Standing at the point of first contact in Botany Bay, Theresa Ardler looks out to sea. Ardler often thinks about what the county looked like before Europeans arrived.

“In our language it means ‘beautiful bay’. Even though it’s very different now [compared with] … 1770.

“It’s a story of a view from the ship and a view from the shore. And I think that sort of story should be told all around Australia,” she says.

Ardler, a Gweagal and Yuin woman with family ties to the La Perouse community, creates possum cloaks and burns totems on them. Her skills were honed sitting at the feet of her elders.

“We didn’t have message sticks. We had our cloaks, and the cloaks would be made in two different ways. One would be a blanket stitch. The mother and the grandmother would start the cloak with the possum skins,” she says.

“When the children were about five or 10 years old, then they would learn the techniques of the different sewing between a blanket stitch and a herringbone stitch.”

Passing on traditional knowledge and its power as a source of resilience and pride and cultural responsibility is vital, says Peter Cooley, CEO of IndigiGrow, an Indigenous owned and operated plant nursery that began in 2018.

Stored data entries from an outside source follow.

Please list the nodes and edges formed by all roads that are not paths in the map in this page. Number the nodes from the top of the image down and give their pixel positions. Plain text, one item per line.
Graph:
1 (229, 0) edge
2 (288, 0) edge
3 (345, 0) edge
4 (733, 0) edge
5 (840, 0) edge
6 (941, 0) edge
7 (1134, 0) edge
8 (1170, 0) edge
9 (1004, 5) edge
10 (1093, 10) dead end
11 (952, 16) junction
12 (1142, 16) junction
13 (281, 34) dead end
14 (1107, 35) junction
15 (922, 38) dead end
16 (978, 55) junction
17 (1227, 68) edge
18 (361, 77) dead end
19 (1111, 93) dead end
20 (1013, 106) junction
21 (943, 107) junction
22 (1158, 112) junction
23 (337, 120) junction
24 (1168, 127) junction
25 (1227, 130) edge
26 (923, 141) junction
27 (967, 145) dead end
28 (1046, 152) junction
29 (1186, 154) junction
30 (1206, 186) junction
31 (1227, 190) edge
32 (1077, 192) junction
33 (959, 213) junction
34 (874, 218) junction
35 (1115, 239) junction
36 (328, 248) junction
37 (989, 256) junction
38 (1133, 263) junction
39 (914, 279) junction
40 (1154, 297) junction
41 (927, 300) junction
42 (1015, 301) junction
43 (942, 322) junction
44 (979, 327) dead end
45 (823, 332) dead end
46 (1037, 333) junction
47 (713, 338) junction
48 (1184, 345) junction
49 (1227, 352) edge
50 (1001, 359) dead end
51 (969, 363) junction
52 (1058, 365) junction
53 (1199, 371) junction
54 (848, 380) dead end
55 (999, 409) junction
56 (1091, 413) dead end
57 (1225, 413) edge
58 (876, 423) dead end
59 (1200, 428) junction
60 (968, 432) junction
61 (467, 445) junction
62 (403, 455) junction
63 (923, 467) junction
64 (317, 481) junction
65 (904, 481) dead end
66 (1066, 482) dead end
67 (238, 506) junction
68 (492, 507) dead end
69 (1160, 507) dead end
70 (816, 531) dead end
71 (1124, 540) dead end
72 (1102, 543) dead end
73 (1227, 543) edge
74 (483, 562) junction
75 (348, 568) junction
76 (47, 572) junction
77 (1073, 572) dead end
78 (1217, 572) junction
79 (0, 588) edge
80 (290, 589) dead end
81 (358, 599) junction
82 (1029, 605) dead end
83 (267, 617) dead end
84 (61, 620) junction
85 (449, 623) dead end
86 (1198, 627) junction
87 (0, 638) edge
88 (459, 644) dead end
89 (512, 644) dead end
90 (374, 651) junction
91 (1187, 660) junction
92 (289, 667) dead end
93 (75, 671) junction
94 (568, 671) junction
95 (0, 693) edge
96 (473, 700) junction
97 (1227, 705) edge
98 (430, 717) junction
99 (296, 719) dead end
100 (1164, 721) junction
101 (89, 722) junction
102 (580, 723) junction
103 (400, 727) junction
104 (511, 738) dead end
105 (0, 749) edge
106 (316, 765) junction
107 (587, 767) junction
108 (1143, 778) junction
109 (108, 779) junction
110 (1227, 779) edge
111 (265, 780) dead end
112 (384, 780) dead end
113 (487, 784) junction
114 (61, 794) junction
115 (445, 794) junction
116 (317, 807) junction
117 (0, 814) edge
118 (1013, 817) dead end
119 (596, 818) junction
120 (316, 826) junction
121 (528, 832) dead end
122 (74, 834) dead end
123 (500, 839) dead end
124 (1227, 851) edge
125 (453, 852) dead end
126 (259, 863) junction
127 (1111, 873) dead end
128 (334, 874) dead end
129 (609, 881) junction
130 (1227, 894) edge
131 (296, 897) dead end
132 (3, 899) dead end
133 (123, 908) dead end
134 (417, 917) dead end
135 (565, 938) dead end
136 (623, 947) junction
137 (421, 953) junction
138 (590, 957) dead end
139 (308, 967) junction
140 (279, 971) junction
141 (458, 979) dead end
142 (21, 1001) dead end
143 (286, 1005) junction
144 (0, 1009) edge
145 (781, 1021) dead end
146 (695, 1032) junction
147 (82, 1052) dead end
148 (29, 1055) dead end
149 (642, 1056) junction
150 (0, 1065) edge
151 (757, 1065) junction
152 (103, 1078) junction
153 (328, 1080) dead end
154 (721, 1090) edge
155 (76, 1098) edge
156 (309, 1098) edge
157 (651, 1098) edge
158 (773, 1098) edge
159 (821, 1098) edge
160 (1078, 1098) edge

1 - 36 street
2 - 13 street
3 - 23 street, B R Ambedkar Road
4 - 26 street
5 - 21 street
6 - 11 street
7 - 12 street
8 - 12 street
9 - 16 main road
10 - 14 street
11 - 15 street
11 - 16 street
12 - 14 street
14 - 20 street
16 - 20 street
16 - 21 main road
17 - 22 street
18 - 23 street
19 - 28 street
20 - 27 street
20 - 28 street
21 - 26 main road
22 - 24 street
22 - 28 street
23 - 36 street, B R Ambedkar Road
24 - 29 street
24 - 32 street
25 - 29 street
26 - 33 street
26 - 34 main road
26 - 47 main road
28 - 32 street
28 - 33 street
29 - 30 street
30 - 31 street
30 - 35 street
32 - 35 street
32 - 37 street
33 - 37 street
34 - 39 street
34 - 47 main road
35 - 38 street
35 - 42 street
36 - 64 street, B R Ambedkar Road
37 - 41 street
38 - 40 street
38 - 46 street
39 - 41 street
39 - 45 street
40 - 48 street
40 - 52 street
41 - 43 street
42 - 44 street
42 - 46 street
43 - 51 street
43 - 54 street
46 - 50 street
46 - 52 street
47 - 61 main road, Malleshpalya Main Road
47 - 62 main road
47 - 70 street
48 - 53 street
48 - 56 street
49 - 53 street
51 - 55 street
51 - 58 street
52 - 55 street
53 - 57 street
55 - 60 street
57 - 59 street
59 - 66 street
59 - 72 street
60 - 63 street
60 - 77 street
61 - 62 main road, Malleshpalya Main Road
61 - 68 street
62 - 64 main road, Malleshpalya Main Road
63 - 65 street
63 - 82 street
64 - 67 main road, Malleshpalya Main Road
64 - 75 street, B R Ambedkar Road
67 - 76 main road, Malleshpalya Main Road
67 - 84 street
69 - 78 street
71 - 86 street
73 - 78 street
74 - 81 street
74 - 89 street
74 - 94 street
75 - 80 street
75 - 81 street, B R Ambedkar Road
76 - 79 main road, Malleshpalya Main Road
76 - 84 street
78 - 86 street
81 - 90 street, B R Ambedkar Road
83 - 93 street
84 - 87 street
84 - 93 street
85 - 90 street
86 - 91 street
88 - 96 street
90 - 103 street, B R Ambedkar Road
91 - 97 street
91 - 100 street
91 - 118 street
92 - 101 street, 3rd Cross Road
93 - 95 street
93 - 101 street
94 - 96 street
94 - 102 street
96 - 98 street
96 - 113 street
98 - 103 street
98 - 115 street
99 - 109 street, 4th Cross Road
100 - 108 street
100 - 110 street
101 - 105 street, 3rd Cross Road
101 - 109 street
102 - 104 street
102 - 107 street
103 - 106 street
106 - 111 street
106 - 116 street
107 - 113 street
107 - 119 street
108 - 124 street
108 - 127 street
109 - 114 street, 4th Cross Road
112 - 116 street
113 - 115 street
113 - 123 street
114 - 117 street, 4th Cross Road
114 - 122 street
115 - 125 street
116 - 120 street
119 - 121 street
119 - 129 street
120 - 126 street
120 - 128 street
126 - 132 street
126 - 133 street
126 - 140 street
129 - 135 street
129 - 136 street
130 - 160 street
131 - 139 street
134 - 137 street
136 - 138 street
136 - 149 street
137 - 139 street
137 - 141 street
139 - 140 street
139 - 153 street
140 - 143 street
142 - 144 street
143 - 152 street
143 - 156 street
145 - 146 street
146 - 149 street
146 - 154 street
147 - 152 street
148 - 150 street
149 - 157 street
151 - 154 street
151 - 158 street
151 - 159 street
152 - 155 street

Born and raised on the La Perouse reserve, Cooley noticed many kids were growing up without knowing anything about the vegetation, its uses and how it thrived for generations. It was something he was keen to teach.

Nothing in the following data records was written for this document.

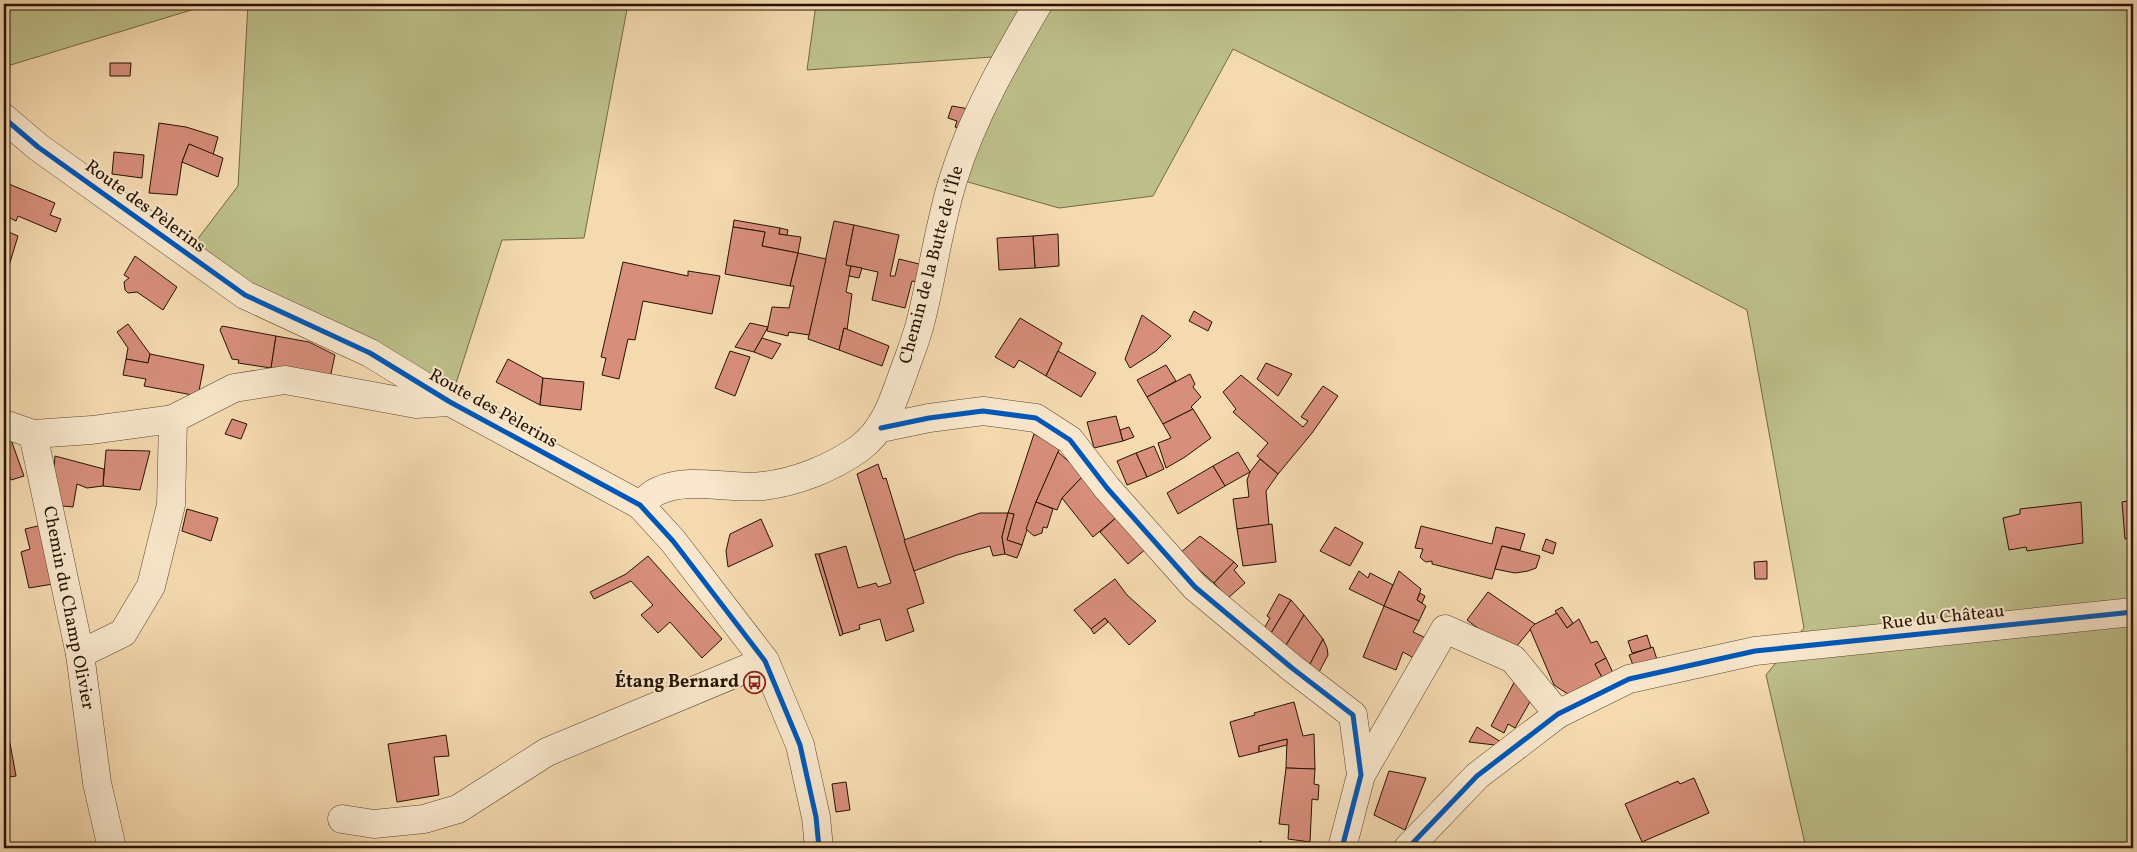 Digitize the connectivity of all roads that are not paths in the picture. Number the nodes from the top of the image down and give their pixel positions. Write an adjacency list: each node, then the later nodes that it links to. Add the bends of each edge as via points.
1 (1038, 4): 6 (street, Chemin de la Butte de l'Île, via 1008,56 966,144 954,178 921,322)
2 (4, 118): 3 (street, Route des Pèlerins, via 38,147 245,295 370,353)
3 (450, 402): 4 (street, via 416,404 285,380 234,388); 8 (street, Route des Pèlerins)
4 (173, 419): 7 (street); 10 (street, via 171,505 151,586 123,633)
5 (4, 424): 7 (street)
6 (881, 428): 8 (street, Chemin de la Butte de l'Île, via 860,447 830,466 797,480 761,486 676,486 657,491); 13 (street, via 983,411 1036,418 1070,440 1107,488 1195,587 1353,715)
7 (33, 434): 10 (street, Chemin du Champ Olivier)
8 (640, 505): 11 (street, Route des Pèlerins, via 673,541)
9 (2133, 612): 12 (street, Rue du Château, via 1755,651 1629,679)
10 (80, 654): 15 (street, Chemin du Champ Olivier, via 97,783)
11 (765, 661): 14 (street, via 547,752 458,809 424,819 374,824); 16 (street, Route des Pèlerins, via 800,745 816,817)
12 (1558, 714): 13 (street, via 1513,659 1445,629); 18 (street, Rue du Château, via 1477,776)
13 (1361, 775): 17 (street)
14 (342, 819)
15 (112, 848)
16 (819, 848)
17 (1342, 848)
18 (1408, 848)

“Growing up Aboriginal, you have this cultural responsibility to Country and caring for Country. That’s been happening for hundreds, if not thousands of generations before us, but at present, we’re the generation that has that responsibility,” Cooley says.

More than 90% of the biological diversity of the eastern coastal plants endemic to this area have been decimated by colonisation, feral animals and invasive non-native plants, he says.

“It’s all out of balance now,” Cooley says. “Our history of sustainability and caring for this ancient landscape in this part of the country, to be on the verge of extinction, that’s a frightening thing for us – to think it could be gone one day is horrifying.”

He tells the story of the Five Corners bush food, or Styphelia viridis, an ecologically threatened species that – through colonisation, change and apathy – has been pushed to the brink of extinction. The plant is notorious for being impossible to grow.

“Everybody told me that you couldn’t grow it but they didn’t have that ancient connection,” Cooley says. He tried and failed 50 times. But with perseverance, careful propagation and nurturing, he eventually succeeded in getting one plant to flower and then harvested its fruit, which are known as “bush lollies”.

“I asked my mother when was the last time she ate them. She said 59 years. For me, it had been 50 years. I didn’t realise the significance until then: three generations eating that fruit together.

“I promised my mother that I would revive the Five Corners plant. It’s so important. That was the start of IndigiGrow,” he says. But the heart and soul of his plan is to pass on knowledge and skills to the next generation.

“I’ve got 12 full-time employees, all Aboriginal, all from the La Perouse local community … and they are loving it.”

Kodie Mason is also proud to continue a long Indigenous legacy of using native plants, in her case, using grasses to make baskets. “It’s everything to me, making my family and my pop proud.”